··· Extracted records

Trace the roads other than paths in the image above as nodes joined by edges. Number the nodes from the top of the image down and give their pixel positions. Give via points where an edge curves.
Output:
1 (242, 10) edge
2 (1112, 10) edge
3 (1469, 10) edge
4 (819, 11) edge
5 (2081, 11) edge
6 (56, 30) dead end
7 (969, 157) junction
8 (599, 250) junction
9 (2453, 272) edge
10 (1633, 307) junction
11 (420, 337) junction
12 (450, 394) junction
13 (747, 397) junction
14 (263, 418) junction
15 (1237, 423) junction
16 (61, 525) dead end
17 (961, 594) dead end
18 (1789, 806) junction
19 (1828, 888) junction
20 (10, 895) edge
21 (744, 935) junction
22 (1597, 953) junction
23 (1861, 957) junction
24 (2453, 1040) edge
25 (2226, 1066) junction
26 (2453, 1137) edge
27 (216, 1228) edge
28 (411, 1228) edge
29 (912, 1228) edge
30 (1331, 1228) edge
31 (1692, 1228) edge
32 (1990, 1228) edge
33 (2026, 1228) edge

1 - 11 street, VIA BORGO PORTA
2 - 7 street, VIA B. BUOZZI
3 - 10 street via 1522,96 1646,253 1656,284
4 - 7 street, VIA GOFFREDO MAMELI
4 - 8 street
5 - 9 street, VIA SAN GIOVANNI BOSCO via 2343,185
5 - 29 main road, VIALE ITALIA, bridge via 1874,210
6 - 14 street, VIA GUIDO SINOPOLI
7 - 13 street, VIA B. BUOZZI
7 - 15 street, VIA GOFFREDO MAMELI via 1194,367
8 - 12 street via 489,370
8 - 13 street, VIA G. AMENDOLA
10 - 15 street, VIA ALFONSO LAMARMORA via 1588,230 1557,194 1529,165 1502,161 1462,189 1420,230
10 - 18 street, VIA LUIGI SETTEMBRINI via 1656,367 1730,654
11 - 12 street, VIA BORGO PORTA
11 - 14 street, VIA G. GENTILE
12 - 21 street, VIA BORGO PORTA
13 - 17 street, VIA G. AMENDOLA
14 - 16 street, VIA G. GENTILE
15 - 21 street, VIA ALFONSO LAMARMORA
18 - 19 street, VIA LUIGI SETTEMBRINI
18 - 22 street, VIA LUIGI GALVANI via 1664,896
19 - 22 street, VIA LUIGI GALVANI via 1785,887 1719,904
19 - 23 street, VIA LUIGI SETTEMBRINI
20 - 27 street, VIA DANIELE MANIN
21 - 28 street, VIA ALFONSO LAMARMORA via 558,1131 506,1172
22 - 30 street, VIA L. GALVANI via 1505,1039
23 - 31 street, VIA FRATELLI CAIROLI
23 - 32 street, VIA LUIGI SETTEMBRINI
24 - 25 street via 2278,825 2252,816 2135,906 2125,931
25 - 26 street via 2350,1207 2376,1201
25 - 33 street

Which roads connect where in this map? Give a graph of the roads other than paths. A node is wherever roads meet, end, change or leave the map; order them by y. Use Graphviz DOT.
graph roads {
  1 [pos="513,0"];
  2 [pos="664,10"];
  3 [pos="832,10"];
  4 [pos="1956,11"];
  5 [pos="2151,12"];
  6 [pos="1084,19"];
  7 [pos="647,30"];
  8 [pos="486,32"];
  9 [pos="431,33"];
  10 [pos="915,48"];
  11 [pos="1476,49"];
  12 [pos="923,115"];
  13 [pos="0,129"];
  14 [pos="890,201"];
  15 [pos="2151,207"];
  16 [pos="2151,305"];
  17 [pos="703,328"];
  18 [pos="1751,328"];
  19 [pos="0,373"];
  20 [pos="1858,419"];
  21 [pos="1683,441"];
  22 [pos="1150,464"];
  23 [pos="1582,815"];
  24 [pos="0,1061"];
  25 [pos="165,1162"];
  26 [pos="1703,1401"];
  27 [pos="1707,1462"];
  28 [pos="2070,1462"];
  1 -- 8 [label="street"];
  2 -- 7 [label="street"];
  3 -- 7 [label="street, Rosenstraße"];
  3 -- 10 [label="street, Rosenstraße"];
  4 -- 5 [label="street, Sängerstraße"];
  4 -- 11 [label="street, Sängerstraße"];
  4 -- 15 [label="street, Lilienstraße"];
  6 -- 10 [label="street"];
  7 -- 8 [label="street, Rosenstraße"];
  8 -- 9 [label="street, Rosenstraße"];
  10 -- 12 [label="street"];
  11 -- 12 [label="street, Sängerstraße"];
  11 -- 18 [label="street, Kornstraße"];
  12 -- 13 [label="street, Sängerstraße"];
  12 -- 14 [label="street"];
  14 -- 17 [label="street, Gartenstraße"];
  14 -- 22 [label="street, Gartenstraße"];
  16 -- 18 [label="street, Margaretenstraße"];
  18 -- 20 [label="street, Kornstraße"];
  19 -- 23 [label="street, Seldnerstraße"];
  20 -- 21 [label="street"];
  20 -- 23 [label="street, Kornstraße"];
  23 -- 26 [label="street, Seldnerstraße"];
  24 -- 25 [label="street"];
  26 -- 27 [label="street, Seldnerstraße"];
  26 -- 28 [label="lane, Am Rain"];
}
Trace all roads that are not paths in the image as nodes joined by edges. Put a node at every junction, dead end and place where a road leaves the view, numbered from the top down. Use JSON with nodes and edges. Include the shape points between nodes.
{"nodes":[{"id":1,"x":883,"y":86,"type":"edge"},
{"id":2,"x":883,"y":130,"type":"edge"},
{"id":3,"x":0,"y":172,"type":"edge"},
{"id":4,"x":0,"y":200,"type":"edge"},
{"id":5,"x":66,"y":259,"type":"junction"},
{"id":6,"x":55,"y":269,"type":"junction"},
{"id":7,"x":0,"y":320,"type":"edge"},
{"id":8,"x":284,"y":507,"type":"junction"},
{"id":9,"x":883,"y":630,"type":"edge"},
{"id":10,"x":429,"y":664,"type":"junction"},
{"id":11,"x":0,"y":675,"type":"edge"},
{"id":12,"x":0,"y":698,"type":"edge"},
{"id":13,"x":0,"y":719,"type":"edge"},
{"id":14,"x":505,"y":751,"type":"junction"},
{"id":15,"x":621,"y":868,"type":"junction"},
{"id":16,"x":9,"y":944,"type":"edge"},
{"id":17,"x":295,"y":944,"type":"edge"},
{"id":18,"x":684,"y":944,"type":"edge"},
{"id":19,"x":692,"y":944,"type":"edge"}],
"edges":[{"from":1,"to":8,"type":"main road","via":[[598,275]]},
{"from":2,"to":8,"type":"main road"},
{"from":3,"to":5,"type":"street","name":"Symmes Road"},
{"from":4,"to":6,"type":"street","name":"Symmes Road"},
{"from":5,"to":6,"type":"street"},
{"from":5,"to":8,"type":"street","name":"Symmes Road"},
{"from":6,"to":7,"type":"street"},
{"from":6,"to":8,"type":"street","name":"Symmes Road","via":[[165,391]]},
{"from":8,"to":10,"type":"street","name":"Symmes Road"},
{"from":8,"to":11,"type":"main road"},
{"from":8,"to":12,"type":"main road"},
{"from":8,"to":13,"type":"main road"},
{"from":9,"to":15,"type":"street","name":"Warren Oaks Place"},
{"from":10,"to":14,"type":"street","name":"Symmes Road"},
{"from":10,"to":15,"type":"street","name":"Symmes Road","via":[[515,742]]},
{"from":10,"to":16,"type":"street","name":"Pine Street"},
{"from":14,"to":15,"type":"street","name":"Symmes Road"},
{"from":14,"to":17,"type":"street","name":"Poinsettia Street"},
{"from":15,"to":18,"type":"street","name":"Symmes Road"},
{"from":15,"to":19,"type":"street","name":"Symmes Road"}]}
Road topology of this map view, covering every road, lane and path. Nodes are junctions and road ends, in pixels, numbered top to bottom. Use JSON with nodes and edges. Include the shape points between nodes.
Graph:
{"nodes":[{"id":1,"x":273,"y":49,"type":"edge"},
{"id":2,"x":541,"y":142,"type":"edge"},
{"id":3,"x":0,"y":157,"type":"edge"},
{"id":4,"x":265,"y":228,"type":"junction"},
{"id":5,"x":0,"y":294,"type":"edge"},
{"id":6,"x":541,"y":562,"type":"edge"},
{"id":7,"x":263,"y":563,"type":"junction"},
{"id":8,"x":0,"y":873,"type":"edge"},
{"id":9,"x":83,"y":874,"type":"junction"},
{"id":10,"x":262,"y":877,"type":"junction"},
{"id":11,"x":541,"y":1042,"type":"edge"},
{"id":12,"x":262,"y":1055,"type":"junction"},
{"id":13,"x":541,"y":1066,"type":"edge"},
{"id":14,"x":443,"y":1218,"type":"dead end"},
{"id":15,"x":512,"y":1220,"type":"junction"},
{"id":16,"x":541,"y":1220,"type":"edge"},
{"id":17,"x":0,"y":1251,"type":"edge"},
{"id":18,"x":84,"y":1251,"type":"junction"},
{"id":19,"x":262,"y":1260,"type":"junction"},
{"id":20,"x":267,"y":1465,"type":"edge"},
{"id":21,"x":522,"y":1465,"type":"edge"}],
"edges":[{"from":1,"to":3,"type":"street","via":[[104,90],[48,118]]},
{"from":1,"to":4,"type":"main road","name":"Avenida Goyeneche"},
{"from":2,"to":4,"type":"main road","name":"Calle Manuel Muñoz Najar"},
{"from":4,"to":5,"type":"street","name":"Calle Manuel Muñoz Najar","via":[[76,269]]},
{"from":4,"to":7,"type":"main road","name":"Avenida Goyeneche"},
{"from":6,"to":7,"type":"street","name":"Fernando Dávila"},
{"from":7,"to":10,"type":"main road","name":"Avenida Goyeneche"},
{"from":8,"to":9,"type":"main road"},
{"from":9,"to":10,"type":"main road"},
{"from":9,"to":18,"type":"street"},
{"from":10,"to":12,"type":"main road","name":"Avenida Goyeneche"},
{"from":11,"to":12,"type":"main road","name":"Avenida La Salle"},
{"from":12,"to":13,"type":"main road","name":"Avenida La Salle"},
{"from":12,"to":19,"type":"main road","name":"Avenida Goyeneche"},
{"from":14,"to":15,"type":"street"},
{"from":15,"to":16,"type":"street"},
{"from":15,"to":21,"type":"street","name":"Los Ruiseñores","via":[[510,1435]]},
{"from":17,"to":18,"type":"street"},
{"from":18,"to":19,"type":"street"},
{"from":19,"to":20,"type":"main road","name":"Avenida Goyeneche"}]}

······

**Directions**
The answer must consist of every line from the entries above that contains the string "PORTA".

**Task output**
1 - 11 street, VIA BORGO PORTA
11 - 12 street, VIA BORGO PORTA
12 - 21 street, VIA BORGO PORTA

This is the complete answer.